(6/28/2011 photo courtesy Kathryn)
By Tracy Record
West Seattle Blog editor
One of our periodic peeks into various court files to check on ongoing cases has just yielded news: There’s been a plea bargain in last June’s arson/domestic violence case in Gatewood. It happened three weeks ago, but we just spotted it now, and it does not appear anyone else has reported this yet. The fire happened on June 28th; the only person hurt was the defendant and home co-owner, 40-year-old John C. Siegel, whose injuries were later described as self-inflicted. He was found sitting outside the home as it burned.
The case drew extra citywide attention because Siegel had just gotten out of jail a month earlier after a plea bargain in a domestic-violence case that also yielded a charge of threatening a judge (as reported by Seattle Weekly). He is a lawyer and has been representing himself in this case, as he did in that one; the list of files in the four-month-old arson case is longer than many lists from cases that have been going on for years, and full of documents he wrote by hand while in jail (where he’s been since the fire). Here’s what we found out about Siegel’s plea bargain:
Siegel has entered what is called an “Alford plea,” in which the defendant says, basically, I’m not saying I’m guilty, but I’m saying the evidence would probably lead a judge or jury to find me guilty. He has entered that plea to the arson charge – which prosecutors reduced to second-degree arson/domestic violence – as well as three charges of violating a court order/domestic violence (regarding his estranged wife, who also owned the house he set on fire, but was not home at the time).

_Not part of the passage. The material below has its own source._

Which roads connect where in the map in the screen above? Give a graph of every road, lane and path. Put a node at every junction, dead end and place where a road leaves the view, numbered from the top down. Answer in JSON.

As part of the plea bargain, the state will recommend a 17-month sentence for the arson charge, and 20 months for the court-order-violation charges. Court documents also say that any residual time from the previous domestic-violence/judge-threat case would be served concurrently with that new term. Siegel would also pay restitution, to be determined, for the fire damage, which investigators estimated at more than $100,000. (It’s not clear what resources he would have for handling that, since he was reported to be staying at the house before the fire because he had been otherwise homeless.)

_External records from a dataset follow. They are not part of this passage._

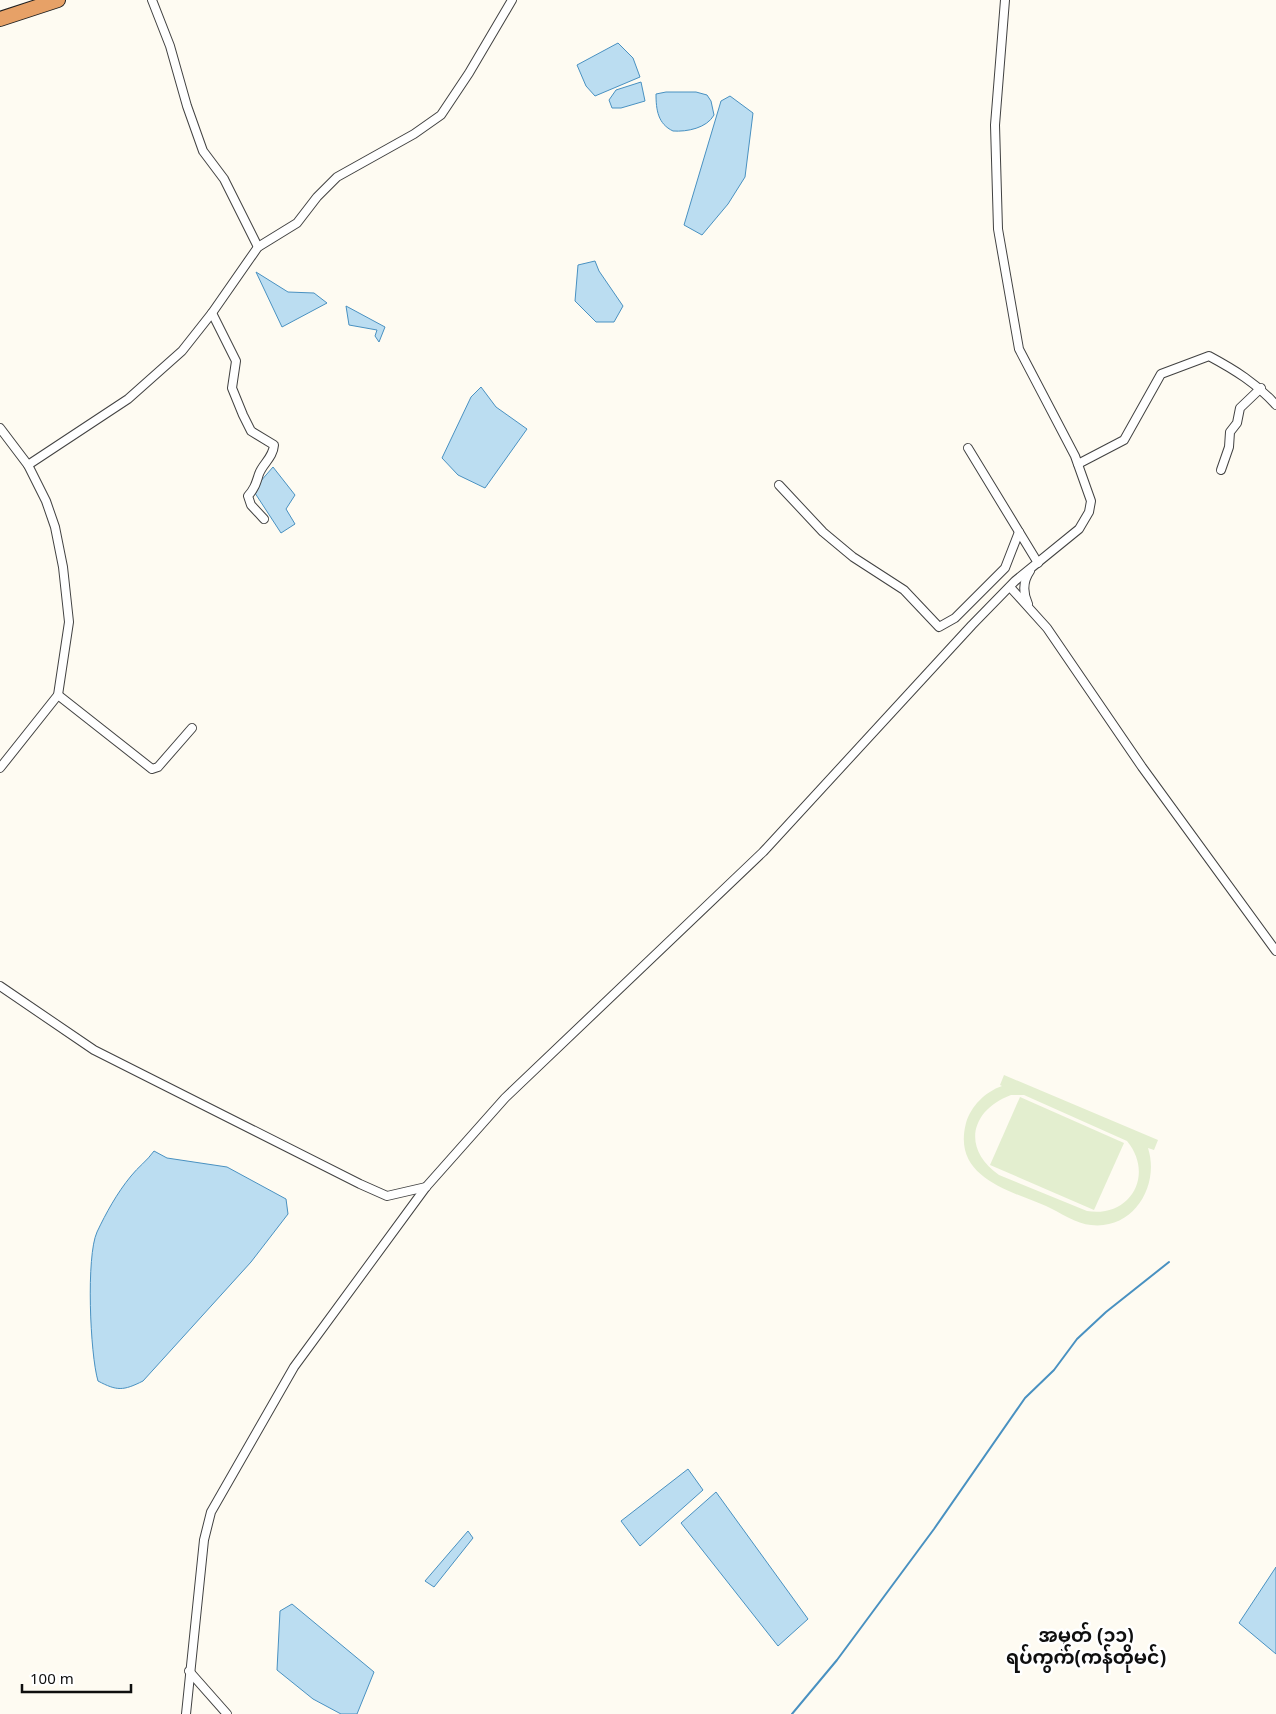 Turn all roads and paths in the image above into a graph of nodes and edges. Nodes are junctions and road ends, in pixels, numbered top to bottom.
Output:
1 (58, 0) edge
2 (152, 0) edge
3 (512, 0) edge
4 (1004, 0) edge
5 (0, 19) edge
6 (258, 248) junction
7 (212, 314) junction
8 (1261, 388) junction
9 (1276, 405) edge
10 (0, 428) edge
11 (968, 448) dead end
12 (1078, 464) junction
13 (28, 465) junction
14 (1221, 470) dead end
15 (779, 485) dead end
16 (264, 519) dead end
17 (1019, 532) junction
18 (1035, 565) junction
19 (1010, 587) junction
20 (1032, 610) junction
21 (58, 695) junction
22 (192, 728) dead end
23 (0, 768) edge
24 (1276, 951) edge
25 (0, 986) edge
26 (426, 1187) junction
27 (189, 1671) junction
28 (186, 1714) edge
29 (227, 1714) edge

1 - 5 highway
2 - 6 street
3 - 6 street
4 - 12 street
6 - 7 street
7 - 13 street
7 - 16 street
8 - 9 street
8 - 12 street
8 - 14 street
10 - 13 street
11 - 17 street
12 - 18 street
13 - 21 street
15 - 17 street
17 - 18 street
18 - 19 street
18 - 20 street
19 - 20 street
19 - 26 street
20 - 24 street
21 - 22 street
21 - 23 street
25 - 26 street
26 - 27 street
27 - 28 street
27 - 29 street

Siegel remains in jail pending his sentencing before King County Superior Court Judge Beth Andrus, set for December 9th.
ADDED 1:29 PM: We had a message out to the Prosecuting Attorney’s Office to confirm a few things from the documents. One thing worth noting, from that exchange: According to KCPAO spokesperson Dan Donohoe, the 17- and 20-month sentences would be concurrent, for a total sentence of 20 months, if the recommendations are followed by the judge.